■ **Your goal**
Please output the entries that follow exactly, without a single image.
(Data Opens)
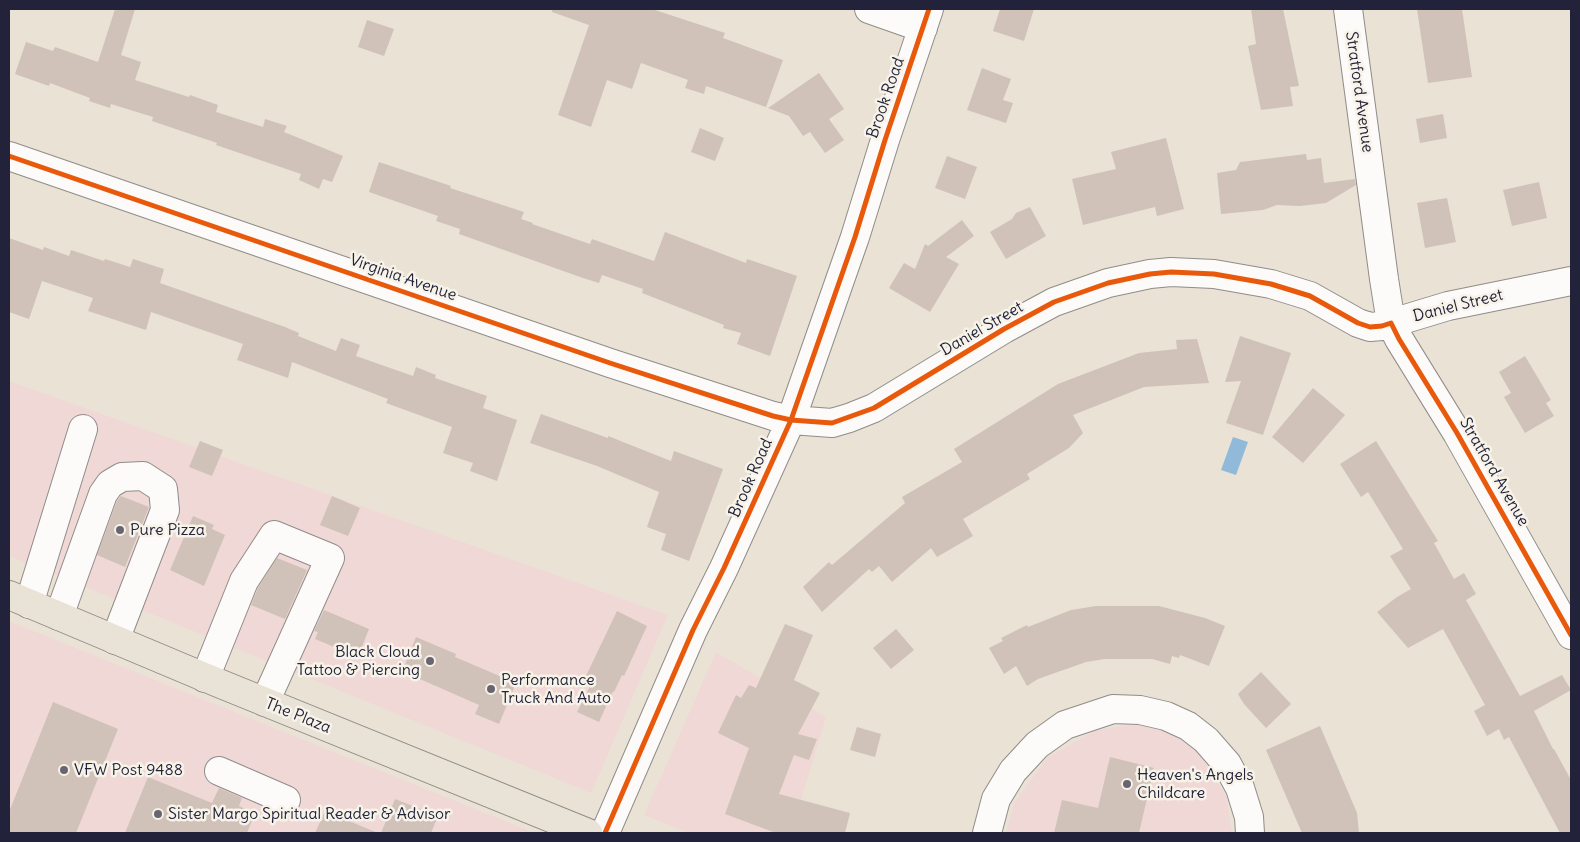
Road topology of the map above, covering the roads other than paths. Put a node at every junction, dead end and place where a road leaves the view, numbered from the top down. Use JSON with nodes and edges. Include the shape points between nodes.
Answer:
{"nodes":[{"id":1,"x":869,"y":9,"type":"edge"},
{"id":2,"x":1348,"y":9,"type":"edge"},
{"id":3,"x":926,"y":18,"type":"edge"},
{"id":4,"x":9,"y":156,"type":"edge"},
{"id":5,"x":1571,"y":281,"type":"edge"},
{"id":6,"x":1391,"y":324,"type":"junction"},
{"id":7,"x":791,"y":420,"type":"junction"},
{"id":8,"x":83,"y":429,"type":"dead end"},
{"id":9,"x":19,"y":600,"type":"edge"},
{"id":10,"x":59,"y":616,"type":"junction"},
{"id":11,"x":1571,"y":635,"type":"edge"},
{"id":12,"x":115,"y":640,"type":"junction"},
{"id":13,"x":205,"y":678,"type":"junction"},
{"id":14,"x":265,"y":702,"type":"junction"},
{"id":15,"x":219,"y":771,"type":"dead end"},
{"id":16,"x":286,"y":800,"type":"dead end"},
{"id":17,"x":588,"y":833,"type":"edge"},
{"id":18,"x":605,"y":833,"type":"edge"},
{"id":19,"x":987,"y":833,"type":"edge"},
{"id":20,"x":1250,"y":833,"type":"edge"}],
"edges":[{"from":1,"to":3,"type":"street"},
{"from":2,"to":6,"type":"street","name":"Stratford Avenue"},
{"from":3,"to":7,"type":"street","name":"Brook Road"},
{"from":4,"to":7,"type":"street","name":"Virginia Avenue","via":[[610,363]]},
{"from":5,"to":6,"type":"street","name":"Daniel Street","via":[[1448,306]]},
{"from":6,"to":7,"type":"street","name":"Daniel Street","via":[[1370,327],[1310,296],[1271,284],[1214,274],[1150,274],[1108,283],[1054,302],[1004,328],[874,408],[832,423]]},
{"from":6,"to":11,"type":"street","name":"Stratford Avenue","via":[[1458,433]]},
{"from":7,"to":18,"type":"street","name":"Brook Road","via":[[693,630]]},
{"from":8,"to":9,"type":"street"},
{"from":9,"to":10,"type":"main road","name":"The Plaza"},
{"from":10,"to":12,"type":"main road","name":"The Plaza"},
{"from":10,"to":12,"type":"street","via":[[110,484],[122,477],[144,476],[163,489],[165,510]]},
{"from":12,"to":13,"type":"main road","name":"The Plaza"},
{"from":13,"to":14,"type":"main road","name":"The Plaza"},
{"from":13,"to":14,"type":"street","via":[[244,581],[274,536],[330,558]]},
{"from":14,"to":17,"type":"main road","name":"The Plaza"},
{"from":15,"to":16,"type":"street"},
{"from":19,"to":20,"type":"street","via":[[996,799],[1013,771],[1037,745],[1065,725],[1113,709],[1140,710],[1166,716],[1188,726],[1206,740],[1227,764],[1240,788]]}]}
(Data Closes)
■ **Your response**
Road topology of the map above, covering the roads other than paths. Put a node at every junction, dead end and place where a road leaves the view, numbered from the top down. Use JSON with nodes and edges. Include the shape points between nodes.
Answer:
{"nodes":[{"id":1,"x":869,"y":9,"type":"edge"},
{"id":2,"x":1348,"y":9,"type":"edge"},
{"id":3,"x":926,"y":18,"type":"edge"},
{"id":4,"x":9,"y":156,"type":"edge"},
{"id":5,"x":1571,"y":281,"type":"edge"},
{"id":6,"x":1391,"y":324,"type":"junction"},
{"id":7,"x":791,"y":420,"type":"junction"},
{"id":8,"x":83,"y":429,"type":"dead end"},
{"id":9,"x":19,"y":600,"type":"edge"},
{"id":10,"x":59,"y":616,"type":"junction"},
{"id":11,"x":1571,"y":635,"type":"edge"},
{"id":12,"x":115,"y":640,"type":"junction"},
{"id":13,"x":205,"y":678,"type":"junction"},
{"id":14,"x":265,"y":702,"type":"junction"},
{"id":15,"x":219,"y":771,"type":"dead end"},
{"id":16,"x":286,"y":800,"type":"dead end"},
{"id":17,"x":588,"y":833,"type":"edge"},
{"id":18,"x":605,"y":833,"type":"edge"},
{"id":19,"x":987,"y":833,"type":"edge"},
{"id":20,"x":1250,"y":833,"type":"edge"}],
"edges":[{"from":1,"to":3,"type":"street"},
{"from":2,"to":6,"type":"street","name":"Stratford Avenue"},
{"from":3,"to":7,"type":"street","name":"Brook Road"},
{"from":4,"to":7,"type":"street","name":"Virginia Avenue","via":[[610,363]]},
{"from":5,"to":6,"type":"street","name":"Daniel Street","via":[[1448,306]]},
{"from":6,"to":7,"type":"street","name":"Daniel Street","via":[[1370,327],[1310,296],[1271,284],[1214,274],[1150,274],[1108,283],[1054,302],[1004,328],[874,408],[832,423]]},
{"from":6,"to":11,"type":"street","name":"Stratford Avenue","via":[[1458,433]]},
{"from":7,"to":18,"type":"street","name":"Brook Road","via":[[693,630]]},
{"from":8,"to":9,"type":"street"},
{"from":9,"to":10,"type":"main road","name":"The Plaza"},
{"from":10,"to":12,"type":"main road","name":"The Plaza"},
{"from":10,"to":12,"type":"street","via":[[110,484],[122,477],[144,476],[163,489],[165,510]]},
{"from":12,"to":13,"type":"main road","name":"The Plaza"},
{"from":13,"to":14,"type":"main road","name":"The Plaza"},
{"from":13,"to":14,"type":"street","via":[[244,581],[274,536],[330,558]]},
{"from":14,"to":17,"type":"main road","name":"The Plaza"},
{"from":15,"to":16,"type":"street"},
{"from":19,"to":20,"type":"street","via":[[996,799],[1013,771],[1037,745],[1065,725],[1113,709],[1140,710],[1166,716],[1188,726],[1206,740],[1227,764],[1240,788]]}]}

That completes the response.